# WORK TASK:
Report the number of lines of the listing below containing the string "Pouvreau", with nothing added.

# DATA EXCERPTS:

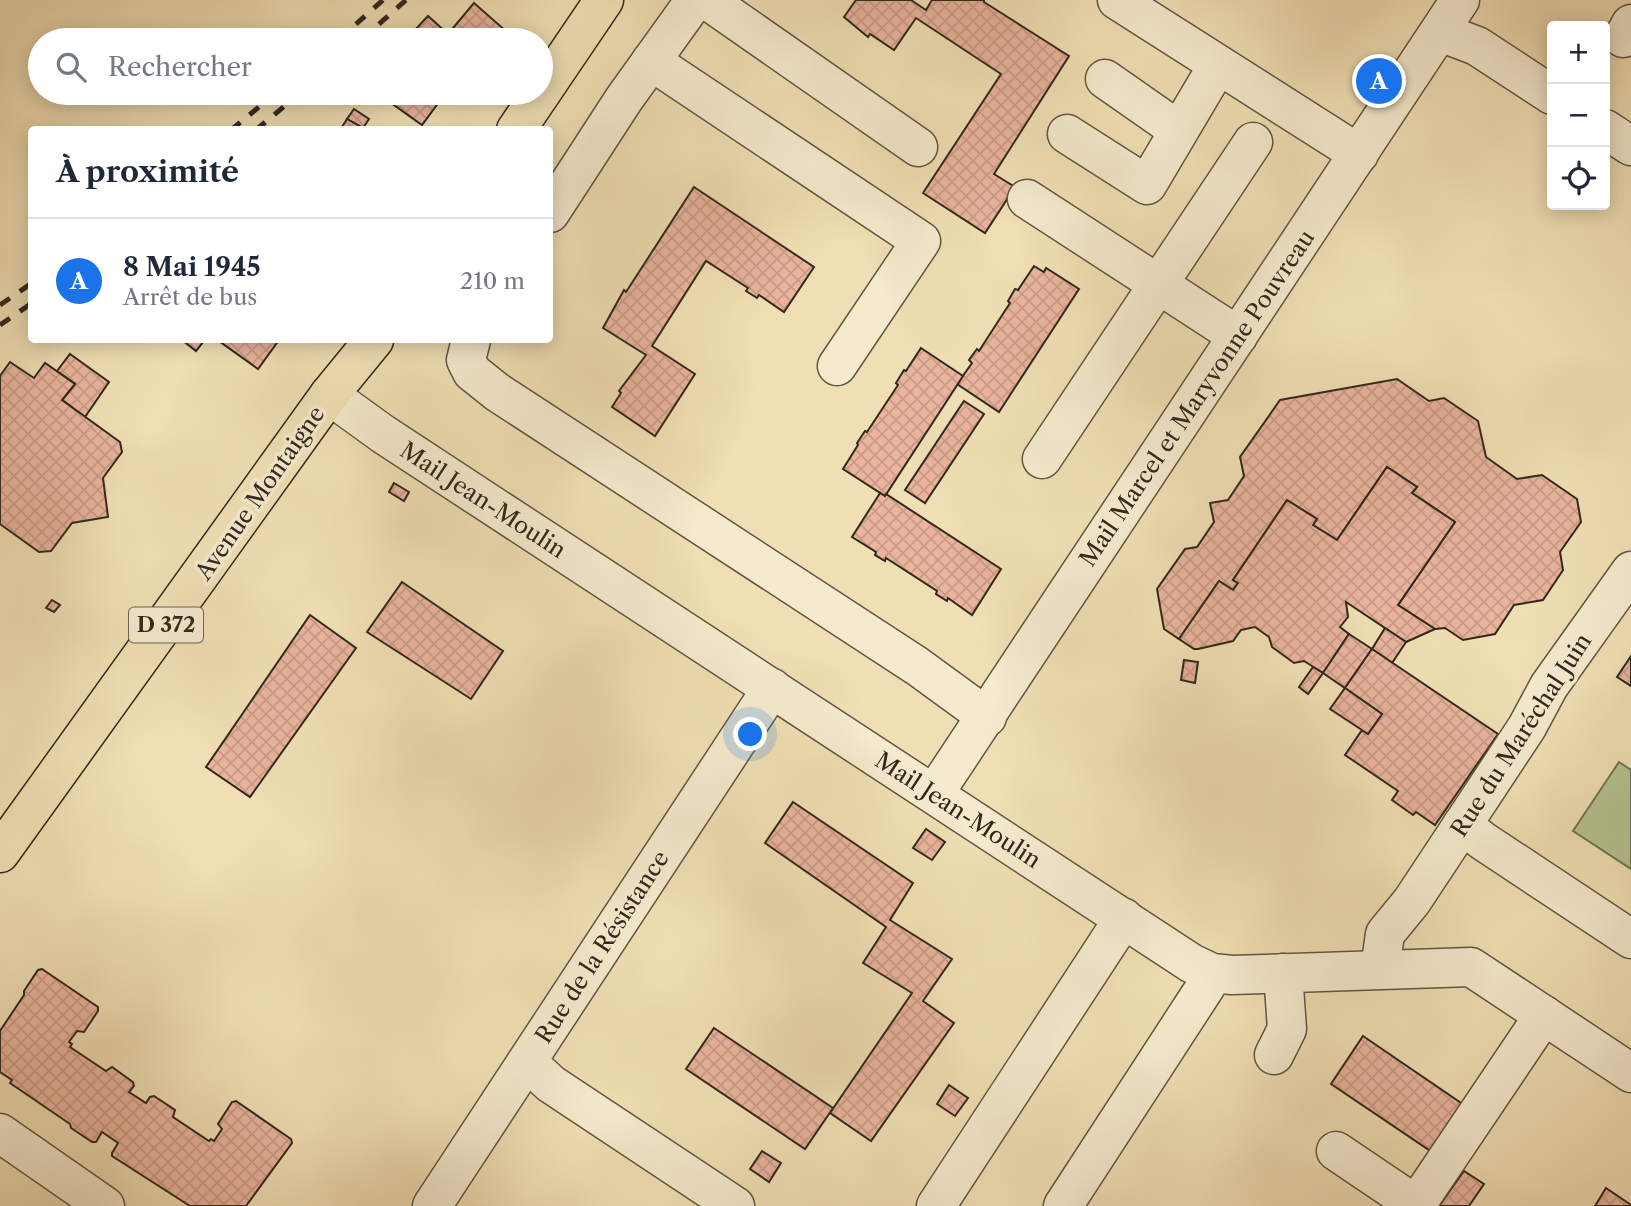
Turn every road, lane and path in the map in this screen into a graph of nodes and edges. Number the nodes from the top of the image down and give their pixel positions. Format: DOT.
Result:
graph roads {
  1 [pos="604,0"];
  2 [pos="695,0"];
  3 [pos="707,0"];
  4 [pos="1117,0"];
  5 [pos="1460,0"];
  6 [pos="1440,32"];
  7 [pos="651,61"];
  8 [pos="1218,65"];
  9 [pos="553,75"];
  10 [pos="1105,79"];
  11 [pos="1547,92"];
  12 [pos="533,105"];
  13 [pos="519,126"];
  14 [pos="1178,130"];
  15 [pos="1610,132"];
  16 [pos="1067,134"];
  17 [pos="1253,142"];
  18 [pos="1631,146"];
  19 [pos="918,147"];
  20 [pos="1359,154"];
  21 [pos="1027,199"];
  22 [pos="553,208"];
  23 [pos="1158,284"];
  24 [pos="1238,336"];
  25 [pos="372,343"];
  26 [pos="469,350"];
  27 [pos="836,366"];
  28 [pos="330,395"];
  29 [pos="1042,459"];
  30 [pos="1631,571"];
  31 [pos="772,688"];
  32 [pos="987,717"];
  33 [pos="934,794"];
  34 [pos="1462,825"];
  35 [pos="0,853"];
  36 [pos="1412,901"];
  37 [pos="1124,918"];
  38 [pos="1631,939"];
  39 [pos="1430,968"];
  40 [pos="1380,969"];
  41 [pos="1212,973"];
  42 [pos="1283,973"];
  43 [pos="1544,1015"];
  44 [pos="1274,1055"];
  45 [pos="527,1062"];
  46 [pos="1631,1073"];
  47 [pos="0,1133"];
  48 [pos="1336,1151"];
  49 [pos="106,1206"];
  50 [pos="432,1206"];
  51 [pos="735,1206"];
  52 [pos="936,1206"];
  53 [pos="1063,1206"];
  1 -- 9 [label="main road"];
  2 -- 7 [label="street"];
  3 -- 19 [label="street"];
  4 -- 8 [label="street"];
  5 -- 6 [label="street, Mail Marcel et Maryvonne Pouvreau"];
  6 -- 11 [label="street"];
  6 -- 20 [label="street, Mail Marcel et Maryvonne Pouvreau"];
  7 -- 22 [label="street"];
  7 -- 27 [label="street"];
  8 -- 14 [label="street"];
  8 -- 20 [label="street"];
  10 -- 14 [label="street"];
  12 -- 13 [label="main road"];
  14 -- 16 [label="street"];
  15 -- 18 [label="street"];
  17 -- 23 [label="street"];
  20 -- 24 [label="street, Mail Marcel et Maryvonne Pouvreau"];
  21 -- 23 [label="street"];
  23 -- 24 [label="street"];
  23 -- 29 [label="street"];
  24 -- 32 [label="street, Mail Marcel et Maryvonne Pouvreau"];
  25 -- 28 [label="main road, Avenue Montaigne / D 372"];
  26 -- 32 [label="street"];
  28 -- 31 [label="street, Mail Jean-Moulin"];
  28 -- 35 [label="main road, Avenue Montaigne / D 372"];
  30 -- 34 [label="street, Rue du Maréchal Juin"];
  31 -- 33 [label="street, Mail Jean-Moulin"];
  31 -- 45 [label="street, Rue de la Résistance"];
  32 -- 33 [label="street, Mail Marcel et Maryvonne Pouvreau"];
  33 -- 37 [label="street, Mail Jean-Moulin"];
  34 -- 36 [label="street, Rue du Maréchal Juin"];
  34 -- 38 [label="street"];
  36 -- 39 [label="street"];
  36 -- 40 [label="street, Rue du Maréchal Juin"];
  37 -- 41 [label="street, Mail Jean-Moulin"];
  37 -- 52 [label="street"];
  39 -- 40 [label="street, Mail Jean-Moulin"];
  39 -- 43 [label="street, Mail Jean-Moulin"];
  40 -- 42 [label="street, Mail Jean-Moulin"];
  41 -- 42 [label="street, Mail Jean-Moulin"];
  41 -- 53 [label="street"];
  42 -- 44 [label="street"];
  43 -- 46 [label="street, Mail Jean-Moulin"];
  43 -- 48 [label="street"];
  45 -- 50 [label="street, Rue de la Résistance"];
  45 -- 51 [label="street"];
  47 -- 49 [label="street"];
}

# TASK RESPONSE:
5